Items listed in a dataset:
________________________________________
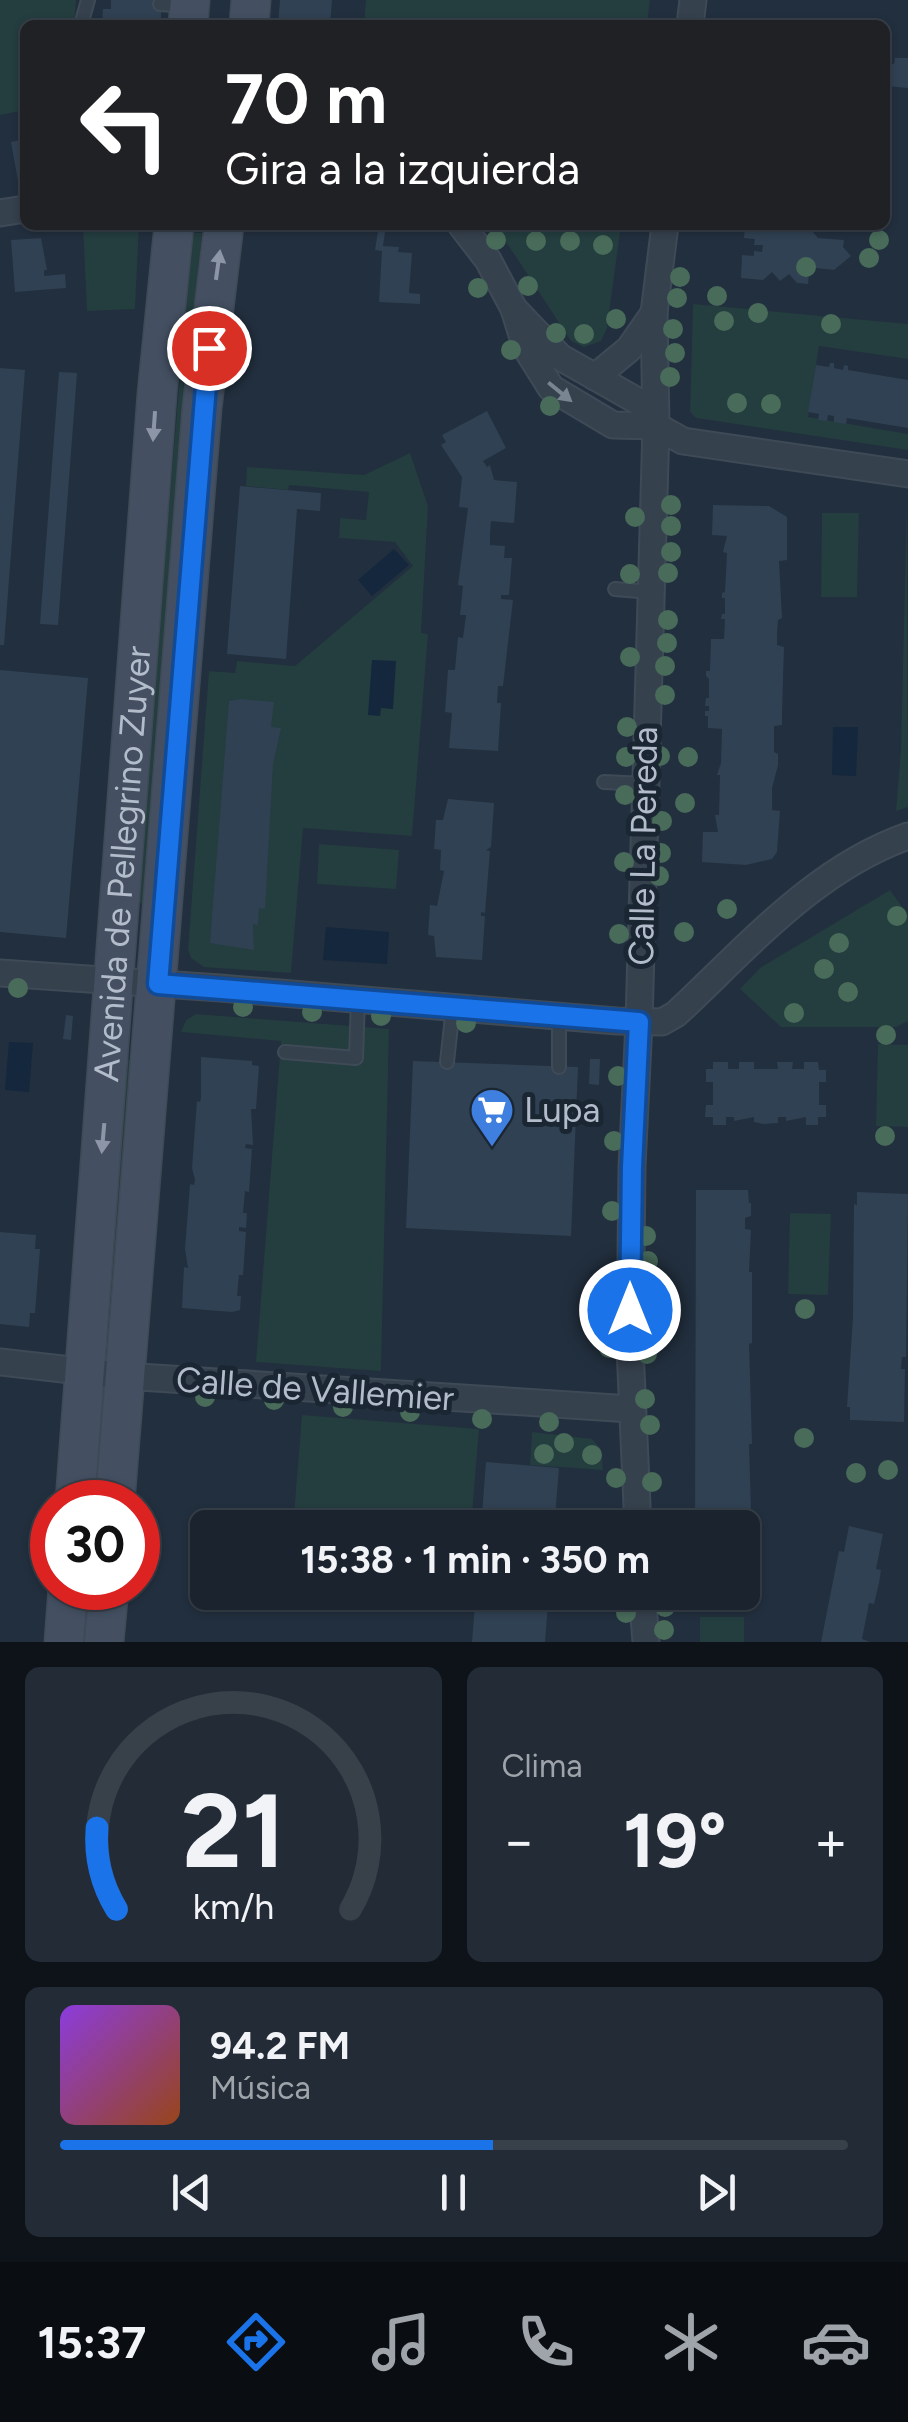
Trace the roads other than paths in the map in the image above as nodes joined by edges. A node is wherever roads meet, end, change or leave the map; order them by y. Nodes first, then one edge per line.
1 (173, 230) edge
2 (223, 230) edge
3 (465, 230) edge
4 (664, 230) edge
5 (514, 309) junction
6 (654, 312) junction
7 (595, 377) junction
8 (613, 425) junction
9 (656, 426) junction
10 (654, 468) junction
11 (908, 474) edge
12 (616, 590) dead end
13 (650, 592) junction
14 (604, 782) dead end
15 (645, 784) junction
16 (908, 836) edge
17 (0, 974) edge
18 (113, 983) junction
19 (158, 984) junction
20 (358, 999) junction
21 (454, 1007) junction
22 (559, 1016) junction
23 (639, 1022) junction
24 (285, 1052) dead end
25 (447, 1062) dead end
26 (559, 1067) dead end
27 (0, 1362) edge
28 (85, 1370) junction
29 (124, 1376) junction
30 (632, 1409) junction
31 (77, 1480) edge
32 (117, 1480) edge
33 (637, 1510) edge
34 (66, 1610) edge
35 (107, 1610) edge
36 (643, 1610) edge
37 (64, 1642) edge
38 (104, 1642) edge
39 (646, 1642) edge

1 -> 18 main road, Avenida de Pellegrino Zuyer
19 -> 2 main road, Avenida de Pellegrino Zuyer
3 - 5 street
4 - 6 street, Calle La Pereda
5 - 7 street
5 -> 8 street
6 - 7 street
6 - 9 street, Calle La Pereda
7 - 9 street
8 - 9 street
8 - 10 street
9 - 10 street, Calle La Pereda
9 - 11 street
10 - 13 street, Calle La Pereda
12 - 13 lane
13 - 15 street, Calle La Pereda
14 - 15 lane
15 - 23 street, Calle La Pereda
16 - 23 street
17 - 18 street
18 - 19 street
18 -> 28 main road, Avenida de Pellegrino Zuyer
19 - 20 street
19 - 29 main road, Avenida de Pellegrino Zuyer
20 - 21 street
20 - 24 lane
21 - 22 street
21 - 25 lane
22 - 23 street
22 - 26 lane
23 - 30 street, Calle La Pereda
27 - 28 street, Calle de Vallemier
28 - 29 street, Calle de Vallemier
28 - 31 main road, Avenida de Pellegrino Zuyer
29 - 30 street, Calle de Vallemier
29 - 32 main road, Avenida de Pellegrino Zuyer
30 - 33 street, Calle La Pereda
34 - 37 main road
35 - 38 main road
36 - 39 street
________________________________________
§ Required work: Look over the records. Copy the lines that include the word "Avenida".

§ Response:
1 -> 18 main road, Avenida de Pellegrino Zuyer
19 -> 2 main road, Avenida de Pellegrino Zuyer
18 -> 28 main road, Avenida de Pellegrino Zuyer
19 - 29 main road, Avenida de Pellegrino Zuyer
28 - 31 main road, Avenida de Pellegrino Zuyer
29 - 32 main road, Avenida de Pellegrino Zuyer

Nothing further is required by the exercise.